レディ・イン・ザ・ウォーター

M・ナイト・シャマラン監督というのは、作品を撮るたびに、信用を失っているような気が。
新作『レディ・イン・ザ・ウォーター

『文学界』2006年11月号・阿部和重×中原昌也の対談で、絶賛されておりましたのでとりあえず。

まあいつものシャマラン節というか、もうその手は食わねえぜ、と思いつつ。
プールの中から妖精が出てきまして、その妖精の名が、”ストーリー”。彼女が再び妖精の国に戻るためには、「作家」の助けが必要。それでアパートの管理人が、住人の中から「作家」を捜そうとするのであるが。

プール=スクリーン
アパート=映画館
住人=観客

つまり、表向きのファンタジーな物語に、二重の意味を含ませて、「映画」そのものの構造を象徴させているのですね。

アパートの住人には、映画評論家がいて、彼は間違った解釈をして住民を混乱させ、あげくに犬の化け物に食われて、死にます。

これはようするに、俺様の「ストーリー」を信じろ。それ以外の勝手な解釈は許さない、評論家なんか、犬に食われて死ね、というメッセージでしょうな。

シャマラン監督の映画というのは、このところ、設定が小さいわりに、その世界観が大きい。アンブレイカブル(救世主)、サイン(宇宙人の侵略)。

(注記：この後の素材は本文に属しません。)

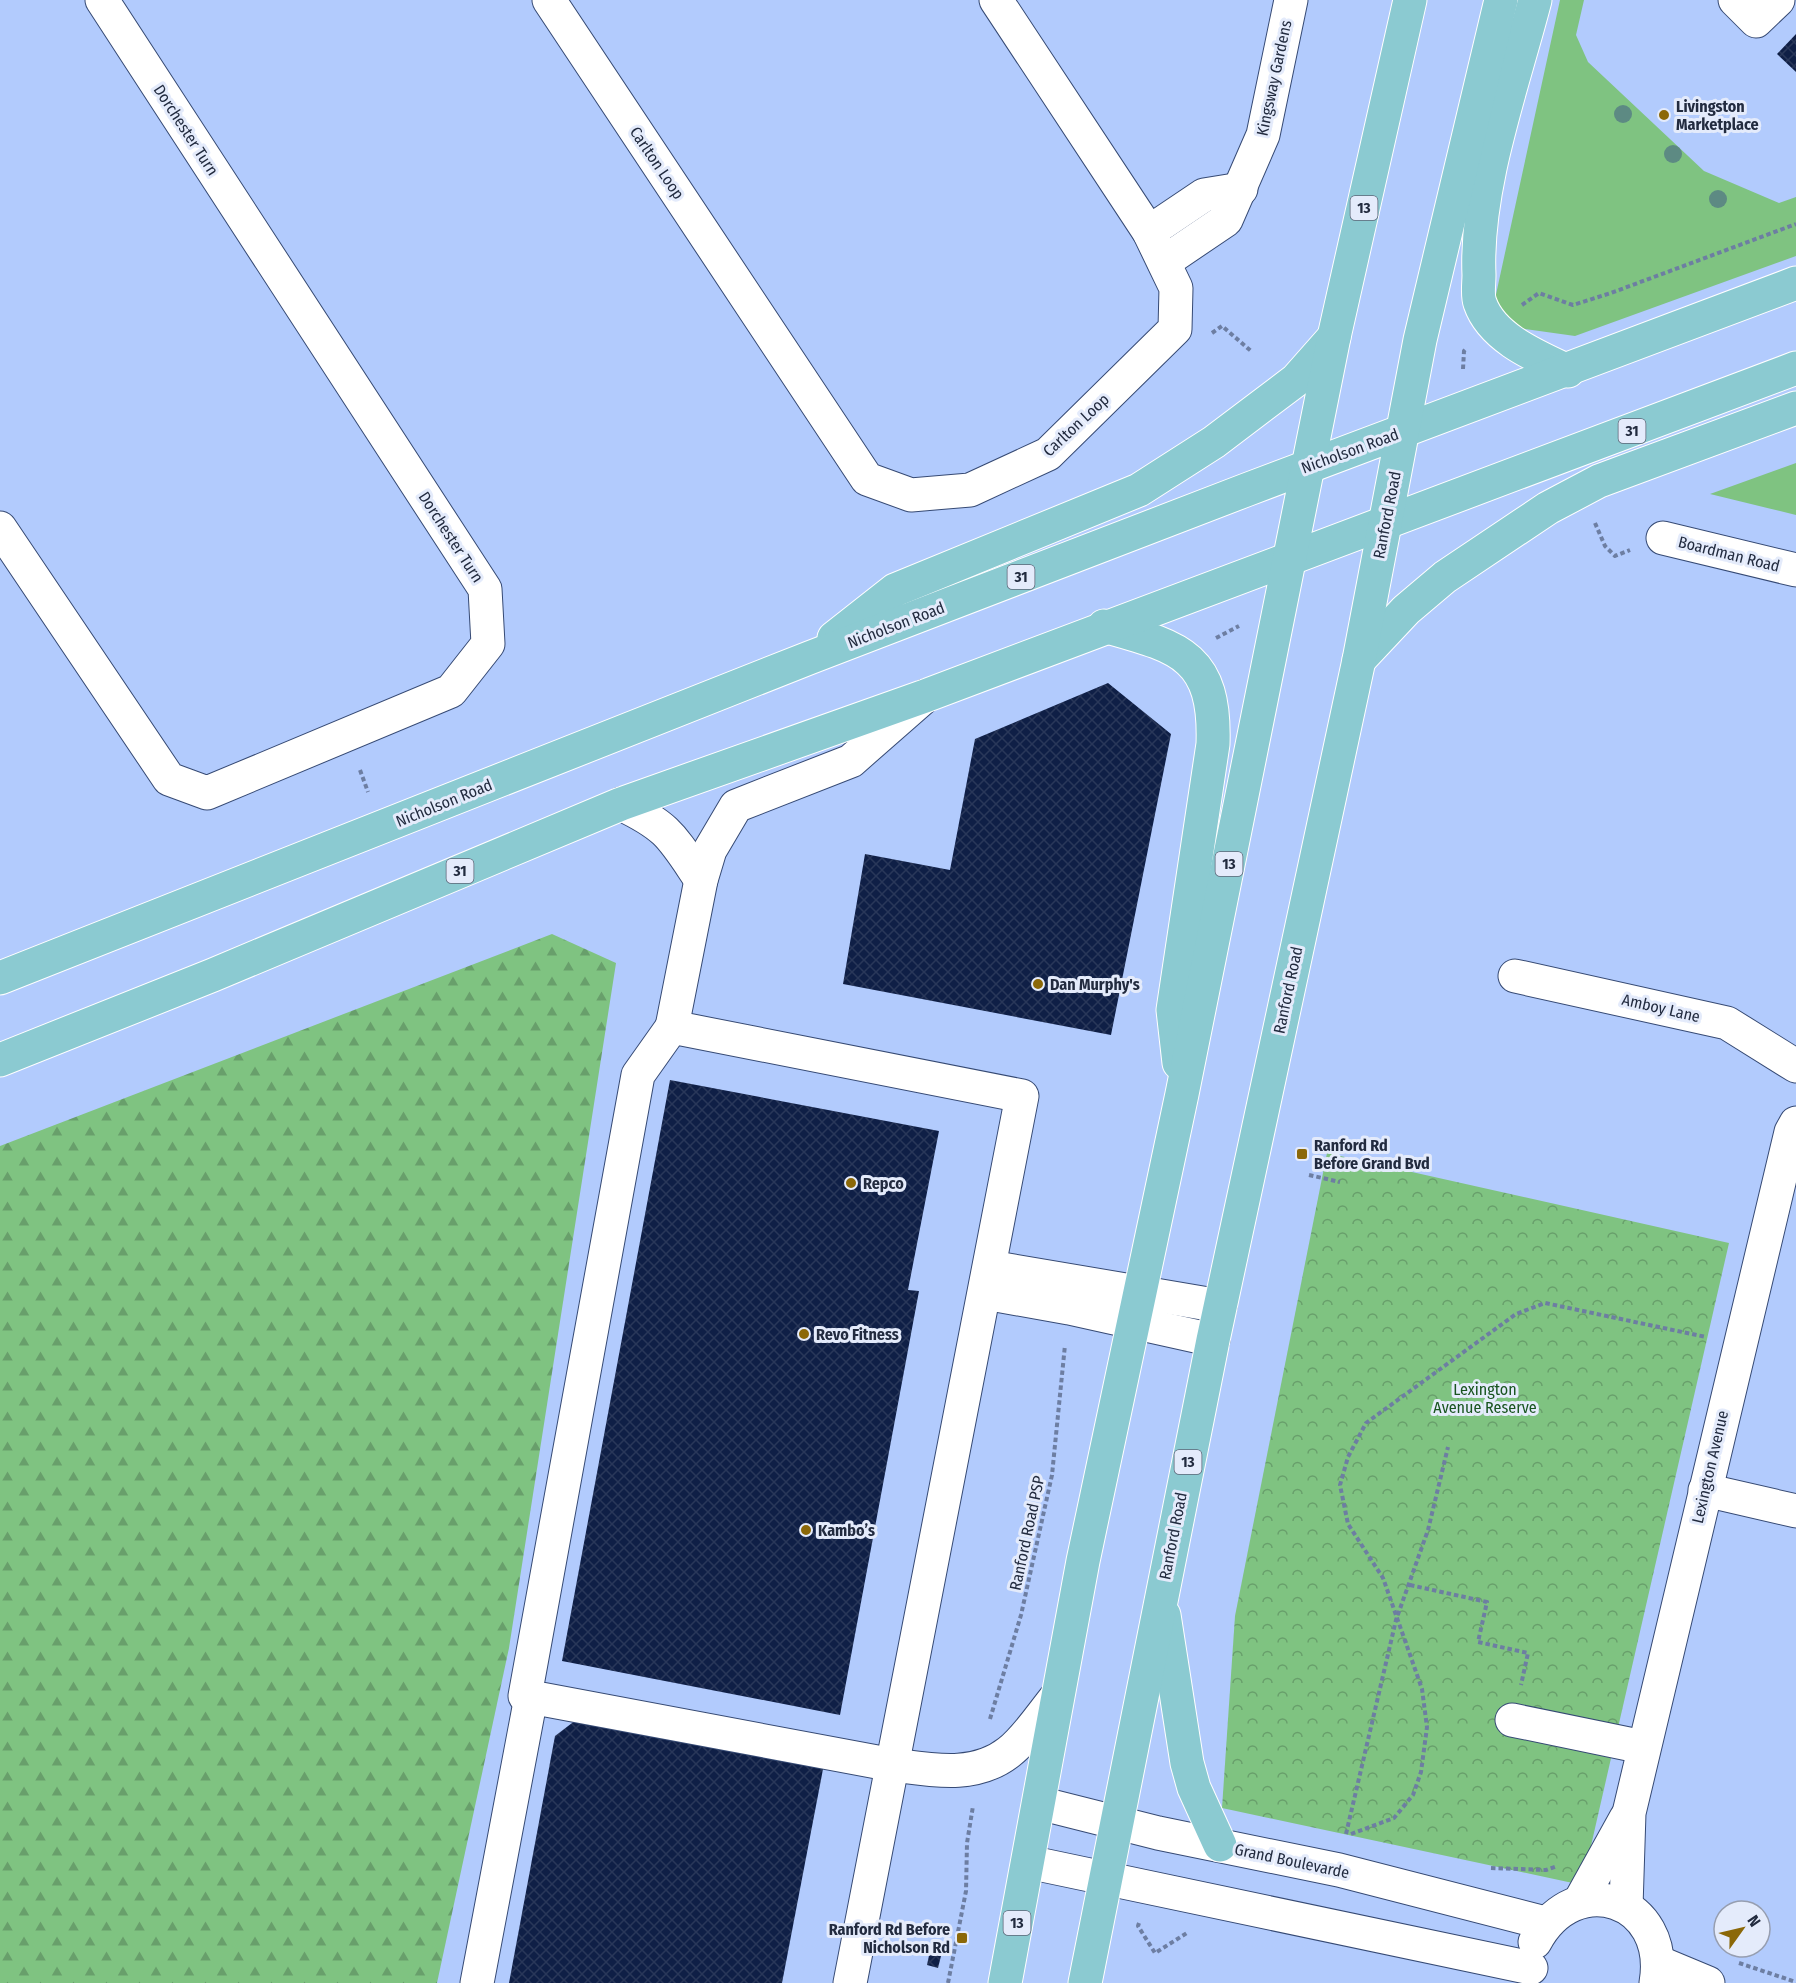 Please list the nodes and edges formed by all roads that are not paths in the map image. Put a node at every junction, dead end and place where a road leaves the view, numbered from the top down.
1 (102, 0) edge
2 (549, 0) edge
3 (996, 0) edge
4 (1291, 0) edge
5 (1410, 0) edge
6 (1502, 0) edge
7 (1535, 0) edge
8 (1735, 0) edge
9 (1778, 0) edge
10 (1241, 189) junction
11 (1149, 232) junction
12 (1164, 262) junction
13 (1796, 284) edge
14 (1334, 337) junction
15 (1796, 368) edge
16 (1568, 371) junction
17 (1796, 408) edge
18 (1403, 432) junction
19 (1309, 466) junction
20 (1385, 524) junction
21 (0, 528) edge
22 (1663, 538) dead end
23 (1291, 558) junction
24 (1796, 570) edge
25 (1104, 626) junction
26 (809, 658) junction
27 (1359, 660) junction
28 (925, 696) junction
29 (621, 804) junction
30 (701, 880) junction
31 (1515, 976) dead end
32 (0, 978) edge
33 (672, 1027) junction
34 (0, 1060) edge
35 (1796, 1066) edge
36 (1182, 1094) junction
37 (1796, 1123) edge
38 (987, 1280) junction
39 (1220, 1306) junction
40 (1136, 1307) junction
41 (1213, 1340) junction
42 (1705, 1490) junction
43 (1796, 1511) edge
44 (1161, 1596) junction
45 (1057, 1696) junction
46 (531, 1697) junction
47 (1512, 1720) road end
48 (1643, 1747) junction
49 (893, 1765) junction
50 (1039, 1803) junction
51 (1629, 1814) junction
52 (1115, 1822) junction
53 (1220, 1845) junction
54 (1029, 1862) junction
55 (1104, 1877) junction
56 (1580, 1901) junction
57 (1626, 1907) junction
58 (1545, 1923) junction
59 (1658, 1973) edge
60 (1533, 1976) edge
61 (477, 1983) edge
62 (850, 1983) edge
63 (1005, 1983) edge
64 (1085, 1983) edge
65 (1708, 1983) edge

1 - 21 street, Dorchester Turn
2 - 12 street, Carlton Loop
3 - 11 street
4 - 10 street, Kingsway Gardens
5 - 14 main road, 13
6 - 18 main road, Ranford Road / 13
7 - 16 main road
8 - 9 street
10 - 11 street
10 - 12 street, Kingsway Gardens
11 - 12 street
13 - 16 main road, Nicholson Road / 31
14 - 19 main road, 13
14 - 26 main road
15 - 20 main road, 31
16 - 18 main road, Nicholson Road / 31
17 - 27 main road
18 - 19 main road, Nicholson Road / 31
18 - 20 main road, Ranford Road / 13
19 - 23 main road, 13
19 - 26 main road, Nicholson Road / 31
20 - 23 main road, 31
20 - 27 main road, Ranford Road / 13
22 - 24 street, Boardman Road
23 - 25 main road, 31
23 - 36 main road, 13
25 - 28 main road, 31
25 - 36 main road
26 - 32 main road, Nicholson Road / 31
27 - 39 main road, Ranford Road / 13
28 - 29 main road, 31
28 - 30 street
29 - 30 street
29 - 34 main road, 31
30 - 33 street
31 - 35 street, Amboy Lane
33 - 38 street
33 - 46 street
36 - 40 main road, 13
37 - 42 street, Lexington Avenue
38 - 40 street
38 - 49 street
39 - 40 street
39 - 41 main road, Ranford Road / 13
40 - 41 street
40 - 45 main road, 13
41 - 44 main road, Ranford Road / 13
42 - 43 street
42 - 48 street, Lexington Avenue
44 - 52 main road, Ranford Road / 13
44 - 53 main road
45 - 49 street
45 - 50 main road, 13
46 - 49 street
46 - 61 street
47 - 48 street
48 - 51 street, Lexington Avenue
49 - 62 street
50 - 52 street, Grand Boulevarde
50 - 54 main road, 13
51 - 56 street, Lexington Avenue
51 - 57 street, Lexington Avenue
52 - 53 street, Grand Boulevarde
52 - 55 main road, Ranford Road / 13
53 - 58 street, Grand Boulevarde
54 - 55 street
54 - 63 main road, 13
55 - 60 street
55 - 64 main road, Ranford Road / 13
56 - 57 street
56 - 58 street
57 - 59 street
58 - 60 street
59 - 65 street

で、低予算で撮っているのかと思ったら、この映画、ワーナーが60億出したんだって? そんな金、どこに使ったのか。

アンブレイカブル』をミステリと思ったら、失望するし、
『サイン』をSFと思って見たら、失望するし、
『ヴィレッジ』をホラーと思って見たら、失望するし、
『レディ・イン〜』をファンタジーと思ったら、失望します。
まあ、そこがシャマラン監督ですけど。

阿部・中原は、この映画で「泣いた」というんだけど、失笑することはあっても、泣くほどのものではない。

ポストモダニズムというのは、つまらない映画をわざと絶賛したりするから、困りものです。